The Last Ferry Outs protagonist, Abby, is a queer woman in STEM. What compelled you to highlight diverse representation in your characters?
I wanted to have a queer main character because I am queer myself, and I think it’s important to have stories about authentic representation of queer characters that aren’t just about their coming out stories or about their trauma around their queerness.
This is a story that I think would work pretty much just as well if everyone was straight, but I wanted that character to reflect this part of my own identity and I wanted to write a character who was in a STEM field.
She’s a data scientist for a few reasons. One is that I felt like that informed her personality and her coping mechanisms. She’s wracked with grief from the beginning of the book, as anyone would be if they had someone die unexpectedly, and she deals with it in this very analytical way.
She’s seeking answers. She’s kind of thinking about life in these black and white terms. My girlfriend is a data scientist herself and we think very differently. I’m in a creative field, she’s in a stem field, and I just find it interesting how she spends all day working on these algorithms where you put in information and it runs through an algorithm and comes out with some sort of answer. To her, it’s very black and white and I tend to occupy that squishy space of being an artist.
Everything is not black and white, it’s gray. So I wanted to write a main character who reflected this other way of seeing the world, especially because she’s interacting with these sort of freewheeling and kind of bohemian expats on this island in Mexico.
Are you taking a break after this novel, or do you already have another project lined up?
Actually, I just sold my next book to my publisher. I’m lucky to be continuing to work with the same editor, and so I’m just starting to write it. Basically right now I am just diving into the story with a general sense of what I want to explore, but no idea where the story is going to end.
I’m excited because the next one is different. It’s sort of a horror and thriller hybrid instead of a straight thriller like [The Last Ferry Out]. So I’m going to have some fun playing with some other spooky elements that perhaps delve into the supernatural.

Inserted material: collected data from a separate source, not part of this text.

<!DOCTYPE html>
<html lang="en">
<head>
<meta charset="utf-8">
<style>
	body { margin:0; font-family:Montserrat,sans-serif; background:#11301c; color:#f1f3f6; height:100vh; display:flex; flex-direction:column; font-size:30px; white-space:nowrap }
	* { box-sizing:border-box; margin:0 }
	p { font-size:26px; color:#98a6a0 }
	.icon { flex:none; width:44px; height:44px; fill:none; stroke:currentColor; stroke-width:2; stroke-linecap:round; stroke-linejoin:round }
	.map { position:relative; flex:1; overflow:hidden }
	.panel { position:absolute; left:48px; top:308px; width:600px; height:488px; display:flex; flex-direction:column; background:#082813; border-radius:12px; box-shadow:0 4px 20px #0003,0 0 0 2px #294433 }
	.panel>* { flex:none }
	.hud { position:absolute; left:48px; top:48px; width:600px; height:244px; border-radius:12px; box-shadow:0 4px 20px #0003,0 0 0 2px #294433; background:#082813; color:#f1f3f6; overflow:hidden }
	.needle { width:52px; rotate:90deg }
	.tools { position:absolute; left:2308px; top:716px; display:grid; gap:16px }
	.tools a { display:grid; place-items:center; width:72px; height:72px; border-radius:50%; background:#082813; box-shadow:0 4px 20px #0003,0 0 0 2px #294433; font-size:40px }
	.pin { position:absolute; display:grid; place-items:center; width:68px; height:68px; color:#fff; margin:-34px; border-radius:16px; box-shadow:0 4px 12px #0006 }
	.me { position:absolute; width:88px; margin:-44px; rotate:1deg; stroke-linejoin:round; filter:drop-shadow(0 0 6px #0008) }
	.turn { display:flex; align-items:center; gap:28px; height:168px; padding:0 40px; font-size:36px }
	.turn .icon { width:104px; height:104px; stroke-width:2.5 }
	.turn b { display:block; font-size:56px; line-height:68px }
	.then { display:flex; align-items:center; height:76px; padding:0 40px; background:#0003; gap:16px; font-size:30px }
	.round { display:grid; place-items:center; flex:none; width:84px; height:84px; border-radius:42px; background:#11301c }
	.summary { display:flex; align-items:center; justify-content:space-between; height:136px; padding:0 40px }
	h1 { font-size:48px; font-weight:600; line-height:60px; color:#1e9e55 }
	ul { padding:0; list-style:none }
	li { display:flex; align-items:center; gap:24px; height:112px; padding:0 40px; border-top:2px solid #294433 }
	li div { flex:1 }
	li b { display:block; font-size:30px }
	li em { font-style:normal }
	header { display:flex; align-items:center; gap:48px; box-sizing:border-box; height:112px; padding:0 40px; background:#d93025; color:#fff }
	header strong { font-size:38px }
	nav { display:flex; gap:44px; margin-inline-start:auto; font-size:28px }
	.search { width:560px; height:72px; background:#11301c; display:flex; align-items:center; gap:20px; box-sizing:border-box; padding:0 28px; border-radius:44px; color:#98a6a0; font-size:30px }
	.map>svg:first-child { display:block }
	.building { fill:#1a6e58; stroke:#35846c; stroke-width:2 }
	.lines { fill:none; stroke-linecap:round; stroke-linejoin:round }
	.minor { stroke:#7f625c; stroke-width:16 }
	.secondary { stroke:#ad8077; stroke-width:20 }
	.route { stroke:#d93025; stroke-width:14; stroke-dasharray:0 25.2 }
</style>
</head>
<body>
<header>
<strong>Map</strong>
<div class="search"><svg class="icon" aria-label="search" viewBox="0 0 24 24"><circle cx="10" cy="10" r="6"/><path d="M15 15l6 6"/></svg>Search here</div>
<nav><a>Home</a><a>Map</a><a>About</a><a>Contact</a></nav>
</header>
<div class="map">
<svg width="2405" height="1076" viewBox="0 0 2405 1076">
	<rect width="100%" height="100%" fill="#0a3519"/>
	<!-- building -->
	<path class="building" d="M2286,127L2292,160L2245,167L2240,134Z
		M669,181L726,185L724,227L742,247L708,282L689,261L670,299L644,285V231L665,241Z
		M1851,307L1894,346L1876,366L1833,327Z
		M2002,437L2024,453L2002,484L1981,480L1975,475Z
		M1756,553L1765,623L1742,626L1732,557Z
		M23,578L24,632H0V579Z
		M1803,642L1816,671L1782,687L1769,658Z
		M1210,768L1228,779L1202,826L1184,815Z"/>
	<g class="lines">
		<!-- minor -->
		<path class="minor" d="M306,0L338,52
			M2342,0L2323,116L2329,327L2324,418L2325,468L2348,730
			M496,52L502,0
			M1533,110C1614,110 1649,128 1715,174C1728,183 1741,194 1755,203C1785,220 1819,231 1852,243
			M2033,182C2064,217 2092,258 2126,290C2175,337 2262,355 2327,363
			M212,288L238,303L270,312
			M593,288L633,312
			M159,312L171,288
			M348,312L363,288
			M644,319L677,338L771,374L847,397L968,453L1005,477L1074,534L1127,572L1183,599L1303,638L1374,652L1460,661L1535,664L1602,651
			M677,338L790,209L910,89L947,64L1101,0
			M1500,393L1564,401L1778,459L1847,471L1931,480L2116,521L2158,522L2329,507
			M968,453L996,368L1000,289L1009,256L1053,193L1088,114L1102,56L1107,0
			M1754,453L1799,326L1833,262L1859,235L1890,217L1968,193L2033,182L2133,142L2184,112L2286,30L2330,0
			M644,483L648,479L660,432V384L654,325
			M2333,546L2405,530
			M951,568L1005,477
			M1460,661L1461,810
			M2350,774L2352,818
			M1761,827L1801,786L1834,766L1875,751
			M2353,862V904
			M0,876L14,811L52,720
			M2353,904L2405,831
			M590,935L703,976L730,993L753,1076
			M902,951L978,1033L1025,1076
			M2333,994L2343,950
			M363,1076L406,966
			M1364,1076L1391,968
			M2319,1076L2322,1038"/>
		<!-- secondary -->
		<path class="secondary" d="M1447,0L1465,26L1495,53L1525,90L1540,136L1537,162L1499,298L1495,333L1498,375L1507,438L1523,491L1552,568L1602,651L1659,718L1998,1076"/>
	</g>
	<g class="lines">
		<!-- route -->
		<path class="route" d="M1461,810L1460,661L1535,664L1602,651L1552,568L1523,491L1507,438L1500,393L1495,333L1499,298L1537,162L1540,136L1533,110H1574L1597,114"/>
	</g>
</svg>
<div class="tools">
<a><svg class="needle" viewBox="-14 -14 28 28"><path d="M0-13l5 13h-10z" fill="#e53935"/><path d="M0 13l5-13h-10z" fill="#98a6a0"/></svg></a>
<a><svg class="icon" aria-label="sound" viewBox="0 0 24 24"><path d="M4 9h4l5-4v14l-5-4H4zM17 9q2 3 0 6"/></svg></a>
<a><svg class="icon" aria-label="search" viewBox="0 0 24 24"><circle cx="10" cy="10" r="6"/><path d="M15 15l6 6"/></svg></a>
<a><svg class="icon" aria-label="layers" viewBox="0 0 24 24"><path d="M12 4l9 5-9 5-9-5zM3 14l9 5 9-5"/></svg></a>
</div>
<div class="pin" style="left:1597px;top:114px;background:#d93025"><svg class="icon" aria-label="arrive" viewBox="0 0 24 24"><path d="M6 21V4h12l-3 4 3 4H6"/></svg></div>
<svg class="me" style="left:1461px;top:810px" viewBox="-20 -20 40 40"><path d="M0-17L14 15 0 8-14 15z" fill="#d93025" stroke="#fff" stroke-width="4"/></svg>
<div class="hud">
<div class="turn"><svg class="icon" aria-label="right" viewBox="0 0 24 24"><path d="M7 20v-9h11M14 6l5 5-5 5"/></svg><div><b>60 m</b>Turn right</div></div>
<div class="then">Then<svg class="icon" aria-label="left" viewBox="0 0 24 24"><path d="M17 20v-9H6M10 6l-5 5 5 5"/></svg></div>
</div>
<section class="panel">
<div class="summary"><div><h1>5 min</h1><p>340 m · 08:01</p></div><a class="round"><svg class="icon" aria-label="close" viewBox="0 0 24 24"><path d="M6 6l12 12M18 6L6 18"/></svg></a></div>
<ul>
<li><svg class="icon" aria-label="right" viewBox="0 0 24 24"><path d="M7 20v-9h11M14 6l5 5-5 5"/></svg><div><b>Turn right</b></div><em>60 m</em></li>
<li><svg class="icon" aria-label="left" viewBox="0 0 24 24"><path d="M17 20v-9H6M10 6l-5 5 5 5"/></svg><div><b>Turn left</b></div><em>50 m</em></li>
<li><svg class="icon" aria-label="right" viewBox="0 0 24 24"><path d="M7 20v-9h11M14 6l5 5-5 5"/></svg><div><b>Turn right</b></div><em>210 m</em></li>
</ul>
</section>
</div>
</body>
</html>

Do you think Abby and Ezther would like Wisconsin cheese curds?
There’s a scene where they eat fried cheese curds, so we know this is a yes. I love putting my characters in Wisconsin. It’s so fun for me to give nods to up north, and to Milwaukee and to great places around Madison. Lake Mendota makes a few appearances in this book. So cheese curds are definitely on the menu for these two.
So I guess we can assume they would like Culver’s and KwikTrip, too?
There is no question. These are true Wisconsin girls, so they’d be eating it all.